Outra dica é deixar de lado a repetição de encontros. Caso seja ‘muito’ necessária a realização de mais de um encontro aleatório em uma determinada cena, tome o cuidado para não repetir exaustivamente as mesmas criaturas ou monstros por mais que a rolagem dos dados indique isso – ou corremos o risco dos jogadores acharem que temos uma superpopulação ali! Existem muitas outras maneiras de manter os jogadores preocupados e atentos.

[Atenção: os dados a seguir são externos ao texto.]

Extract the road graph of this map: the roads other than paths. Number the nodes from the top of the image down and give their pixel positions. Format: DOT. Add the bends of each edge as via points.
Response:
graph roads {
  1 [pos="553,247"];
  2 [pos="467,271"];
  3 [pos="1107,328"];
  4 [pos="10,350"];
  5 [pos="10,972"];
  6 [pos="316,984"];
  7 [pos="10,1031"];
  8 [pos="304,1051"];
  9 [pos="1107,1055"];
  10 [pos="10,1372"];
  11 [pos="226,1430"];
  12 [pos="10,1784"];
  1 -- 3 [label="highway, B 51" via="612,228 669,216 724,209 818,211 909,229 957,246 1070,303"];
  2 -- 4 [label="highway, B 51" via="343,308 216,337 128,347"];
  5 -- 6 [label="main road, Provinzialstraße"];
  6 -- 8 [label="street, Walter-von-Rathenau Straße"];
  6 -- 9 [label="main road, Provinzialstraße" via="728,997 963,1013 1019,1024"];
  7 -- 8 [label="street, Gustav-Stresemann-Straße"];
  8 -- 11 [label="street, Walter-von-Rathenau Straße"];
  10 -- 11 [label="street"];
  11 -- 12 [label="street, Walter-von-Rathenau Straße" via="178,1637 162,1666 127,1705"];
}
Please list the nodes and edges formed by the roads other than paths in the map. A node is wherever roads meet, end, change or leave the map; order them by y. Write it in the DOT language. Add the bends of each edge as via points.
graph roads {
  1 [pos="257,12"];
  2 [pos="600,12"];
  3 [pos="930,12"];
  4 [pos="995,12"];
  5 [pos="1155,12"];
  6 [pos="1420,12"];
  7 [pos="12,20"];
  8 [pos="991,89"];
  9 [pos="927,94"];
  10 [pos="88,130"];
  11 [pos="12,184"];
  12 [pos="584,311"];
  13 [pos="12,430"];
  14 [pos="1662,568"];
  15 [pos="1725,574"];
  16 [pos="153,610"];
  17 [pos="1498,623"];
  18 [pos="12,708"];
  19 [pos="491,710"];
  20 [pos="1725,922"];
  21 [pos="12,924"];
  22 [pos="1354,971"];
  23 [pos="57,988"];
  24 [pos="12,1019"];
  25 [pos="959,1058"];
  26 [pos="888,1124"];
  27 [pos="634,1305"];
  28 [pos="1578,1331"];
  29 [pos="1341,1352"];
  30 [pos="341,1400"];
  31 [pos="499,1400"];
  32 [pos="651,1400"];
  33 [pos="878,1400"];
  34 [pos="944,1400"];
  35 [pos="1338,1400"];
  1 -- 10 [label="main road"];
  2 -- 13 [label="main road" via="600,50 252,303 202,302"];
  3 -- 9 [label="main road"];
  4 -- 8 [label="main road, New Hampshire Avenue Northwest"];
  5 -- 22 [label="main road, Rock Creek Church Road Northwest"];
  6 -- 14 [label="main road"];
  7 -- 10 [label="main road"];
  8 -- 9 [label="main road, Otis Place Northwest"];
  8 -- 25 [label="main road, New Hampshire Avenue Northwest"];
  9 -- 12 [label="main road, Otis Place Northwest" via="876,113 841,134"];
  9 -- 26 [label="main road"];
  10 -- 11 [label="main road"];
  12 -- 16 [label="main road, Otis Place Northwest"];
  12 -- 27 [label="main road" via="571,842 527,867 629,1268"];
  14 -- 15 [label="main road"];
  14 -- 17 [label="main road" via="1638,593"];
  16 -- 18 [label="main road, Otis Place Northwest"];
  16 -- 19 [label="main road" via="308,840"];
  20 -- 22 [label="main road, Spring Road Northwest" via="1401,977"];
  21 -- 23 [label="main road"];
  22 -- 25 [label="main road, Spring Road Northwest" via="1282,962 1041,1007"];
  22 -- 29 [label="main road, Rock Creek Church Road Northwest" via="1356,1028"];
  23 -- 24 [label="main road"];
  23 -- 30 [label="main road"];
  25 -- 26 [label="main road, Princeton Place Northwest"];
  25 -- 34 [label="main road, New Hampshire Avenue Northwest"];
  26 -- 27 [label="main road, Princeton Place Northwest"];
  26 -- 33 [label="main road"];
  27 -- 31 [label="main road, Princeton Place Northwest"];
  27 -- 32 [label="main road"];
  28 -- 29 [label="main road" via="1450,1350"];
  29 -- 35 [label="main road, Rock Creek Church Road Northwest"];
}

Outra coisa a se pensar é nas idas e vindas dos personagens. Principalmente em dungeons e castelos os personagens acabam perambulando por corredores e cavernas passando mais de uma vez pelo mesmo lugar. Já me deparei com mestres que à cada vez que o grupo voltava em determinado lugar ele rolava sua preciosa tabela de encontros aleatórios. Meu amigo, isso é irreal, além de ser irritante. Use o bom senso. Não podemos imaginar centenas de seres convivendo pacificamente nesses corredores apenas esperando para atacar os personagens em levas organizadas (só mesmo no antigo Dungeon Keeper isso acontecia... e era divertido). O grupo passou por determinado lugar e venceu as criaturas da tabela que você rolou? Aceite e supere isso e cria outras maneiras de infernizar os jogadores em suas andanças.

Tendo isso claro percebe-se que por mais que existam infinidades de tabelas prontas para esses encontros aleatórios, espalhadas por outra infinidade de manuais e suplementos, nenhuma delas se encaixará tão bem quanto aquela que for criada pelo mestre pensando exatamente na aventura na qual será usada e no ponto específico dessa aventura que pretende que seja usada. Tudo isso visando a diversão.

A primeira reação de alguns leitores poderá ser a descrença pela dificuldade de produzir algo assim. Não vou mentir – é sim trabalhoso. Mas, ao mesmo tempo, se o mestre pretende exercer sua função de forma plena, garantindo a diversão de seus jogadores em uma aventura crível, esse trabalho valerá à pena. Use como medida a diversão que você pretende proporcionar aos jogadores e você não errará e nem se arrependerá!

Bom jogos!!

2 comentários:

Rafael Balbi disse...

Interessante os pontos levantados, mas achei que o artigo ignorou que os encontros randômicos são um pilar vital de certos estilos de jogo, como o Hexcrawl por exemplo, no qual tem uma função nevrálgica de popular o mundo e dar vida ao cenário.

Ficou a impressão de que encontros randômicos serão sempre um mal, eventualmente necessário, cujo inconveniente pode ser minimizado com as técnicas apresentadas, mas dependendo do jogo podem ser a grande estrela e "feature" do jogo. =)

João Brasil disse...

Salve Rafael Balbi.... Não tentei demonizar os encontros aleatórios, mas sim, eles são um mal se utilizados de forma equivocada (como qualquer coisa em RPG). Tentei mostrar que eles têm sua função quando adequados à aventura e expectativa do grupo de jogadores. Sei que existem alguns jogos ou sub-sistemas que concedem aos encontros aleatórios mais importância funcional, mas como eu disse no corpo do texto, isso influencia muito mais (além de ser mais visualmente percebido) nos sistemas mais tradicionais (e quem sabe mais jogados)!

Obrigado por nos acompanhar e opinar!